Children with cerebral palsy are at high risk for feeding difficulties (and resulting malnutrition). Children can have difficulties with drinking liquids, swallowing, and/or chewing. Due to tone issues and involuntary movements, children with CP often have decreased coordination of suck-swallow breath patterns which can lead to poor nutritional intake during feedings.

Causes of Feeding Difficulties in CP:

  • Weak oral muscles, including the muscles of the lips, tongue, jaw, and throat
  • Extra movements of the oral muscles
  • Poor coordination of the oral muscles
  • Poor posture and head control

Potential Solutions:

A child with CP should be offered structured, nutritionally balanced meals and snacks. Frequent snacking in between meals can lead to poor overall intake and a diet poor in nutritional quality. Meals should be balanced, containing a carbohydrate, protein, fruit and vegetable source.

Often children with CP have difficulty meeting their nutritional needs by mouth. If the child receives tube feeding, these needs can be met through a combination of tube feeding and oral eating. If the child does not receive tube feeding, supplementing usual intake with calorie or protein dense foods can help your child to receive the nutrition they need to grow and develop. A child who is not receiving adequate nutrition in the form of calories, protein, vitamins and minerals will not be able to respond to therapies to the best of their abilities. Growth and development can be compromised.
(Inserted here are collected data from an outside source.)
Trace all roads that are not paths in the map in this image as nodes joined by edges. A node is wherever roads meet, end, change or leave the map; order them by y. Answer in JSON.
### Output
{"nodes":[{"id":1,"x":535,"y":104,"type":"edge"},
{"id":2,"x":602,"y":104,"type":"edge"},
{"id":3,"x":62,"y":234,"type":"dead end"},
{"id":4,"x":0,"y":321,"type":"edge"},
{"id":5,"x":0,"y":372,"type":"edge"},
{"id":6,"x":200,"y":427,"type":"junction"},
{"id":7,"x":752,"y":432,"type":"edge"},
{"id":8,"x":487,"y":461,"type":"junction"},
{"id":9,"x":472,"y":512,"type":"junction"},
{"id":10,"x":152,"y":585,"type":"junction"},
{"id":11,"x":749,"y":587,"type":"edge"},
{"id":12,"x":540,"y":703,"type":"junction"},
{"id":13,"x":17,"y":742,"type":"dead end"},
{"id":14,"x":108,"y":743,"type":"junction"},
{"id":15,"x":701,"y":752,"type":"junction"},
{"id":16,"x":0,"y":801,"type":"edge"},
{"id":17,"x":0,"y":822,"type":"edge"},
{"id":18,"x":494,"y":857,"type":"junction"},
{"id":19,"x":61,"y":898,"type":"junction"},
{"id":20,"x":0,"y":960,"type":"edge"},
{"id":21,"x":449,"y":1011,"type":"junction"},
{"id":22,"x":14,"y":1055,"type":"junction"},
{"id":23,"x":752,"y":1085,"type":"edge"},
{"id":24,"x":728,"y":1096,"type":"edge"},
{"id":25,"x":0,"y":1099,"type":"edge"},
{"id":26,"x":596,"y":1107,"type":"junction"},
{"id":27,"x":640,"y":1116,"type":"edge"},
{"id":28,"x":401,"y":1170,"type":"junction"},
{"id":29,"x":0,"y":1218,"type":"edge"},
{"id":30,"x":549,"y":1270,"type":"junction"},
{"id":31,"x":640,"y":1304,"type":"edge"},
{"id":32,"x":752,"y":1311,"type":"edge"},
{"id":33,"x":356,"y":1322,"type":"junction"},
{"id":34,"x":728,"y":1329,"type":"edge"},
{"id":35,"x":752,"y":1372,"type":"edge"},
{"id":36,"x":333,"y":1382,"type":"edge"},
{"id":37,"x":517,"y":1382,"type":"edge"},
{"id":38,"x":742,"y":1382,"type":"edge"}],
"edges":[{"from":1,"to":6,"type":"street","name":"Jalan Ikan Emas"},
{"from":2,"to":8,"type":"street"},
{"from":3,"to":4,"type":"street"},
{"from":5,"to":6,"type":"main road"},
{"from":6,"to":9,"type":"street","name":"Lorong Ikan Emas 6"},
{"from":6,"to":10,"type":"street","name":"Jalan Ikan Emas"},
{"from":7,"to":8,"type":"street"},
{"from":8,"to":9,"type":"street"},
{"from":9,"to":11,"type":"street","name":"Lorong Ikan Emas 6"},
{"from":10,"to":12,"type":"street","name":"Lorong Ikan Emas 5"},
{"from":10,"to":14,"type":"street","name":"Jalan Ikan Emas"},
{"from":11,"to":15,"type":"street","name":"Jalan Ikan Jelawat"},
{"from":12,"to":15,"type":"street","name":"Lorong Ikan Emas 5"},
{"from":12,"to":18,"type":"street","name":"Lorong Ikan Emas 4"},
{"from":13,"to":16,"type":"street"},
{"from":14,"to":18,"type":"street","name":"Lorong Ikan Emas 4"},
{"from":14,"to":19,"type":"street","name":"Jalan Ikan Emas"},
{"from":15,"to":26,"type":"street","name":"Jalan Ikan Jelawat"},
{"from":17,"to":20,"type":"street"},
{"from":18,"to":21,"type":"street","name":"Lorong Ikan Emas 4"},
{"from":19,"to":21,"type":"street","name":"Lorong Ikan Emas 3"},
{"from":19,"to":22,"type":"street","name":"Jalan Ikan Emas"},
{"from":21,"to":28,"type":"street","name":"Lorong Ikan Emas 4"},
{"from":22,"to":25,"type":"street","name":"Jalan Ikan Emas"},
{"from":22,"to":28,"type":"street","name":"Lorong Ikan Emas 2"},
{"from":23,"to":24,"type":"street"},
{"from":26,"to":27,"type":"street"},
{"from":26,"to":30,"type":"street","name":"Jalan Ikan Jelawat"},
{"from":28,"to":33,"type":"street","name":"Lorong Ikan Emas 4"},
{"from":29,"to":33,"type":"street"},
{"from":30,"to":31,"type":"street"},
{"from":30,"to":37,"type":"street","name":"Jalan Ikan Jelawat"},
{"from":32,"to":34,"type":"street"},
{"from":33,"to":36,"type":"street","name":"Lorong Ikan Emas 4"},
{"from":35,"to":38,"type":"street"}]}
A list of high calorie and protein foods can be found here.

For best results, a team approach to feeding is recommended so that all the child’s needs can be taken under consideration. The team, who may include caregivers, a speech-language pathologist, an occupational therapist, a physical therapist, a dietitian, and/or a physician, may utilize some of the following techniques to assist in improving feeding and nutrition:

  • Adaptive seating: Improved head control and posture can often be achieved by changing the child’s mealtime seating to something that encourages proper pelvic positioning and has trunk supports if needed.
  • Adaptive utensils: Sometimes kids do better with special cups, plates, and spoons. There is a wide variety of such products on the market. As each child’s needs are unique, the feeding team will need to make specific recommendations for each child.
  • Diet Modifications: Some children may not be able to handle a diet that is typical for other children their age. For example, some kids may need to drink thickened liquids so they can control the liquid better as they are swallowing. Or, some kids may not be able to handle harder textures that require chewing, so they may need to have some foods mashed or ground up. Again, the feeding team can determine the appropriate dietary modifications for each child.
  • Changes in Feeding Techniques: A feeding team might recommend specific techniques for feeding children with cerebral palsy that can encourage improved control and safety. For example, to encourage more active lip involvement in removing the food from the spoon (rather than having to scrape the spoon on the top of the child’s mouth to get the food off), the caregiver might learn to place the bowl of the spoon on the child’s tongue and apply gentle pressure until the child closes her mouth to remove the food herself. Or, in order to encourage improved cup drinking, the caregiver can provide a little support to the child’s jaw with her hands.
  • Tube Feeding: Occasionally, despite the best efforts, a child with CP may not be able to eat safely by mouth. When swallowing, food might get into the lungs, causing choking or pneumonia. Sometimes, kids can eat safely but they are unable to eat enough by mouth, leading to malnutrition. In these instances, the feeding team will need to consider tube feeding. There are different kinds of tubes that can deliver food through the nose or directly to the stomach. The child’s team will decide which method is best. Just because a child begins tube feedings does not necessarily mean they can no longer eat by mouth. The feeding team will make recommendations for oral feeding depending on how safe the child’s swallowing is.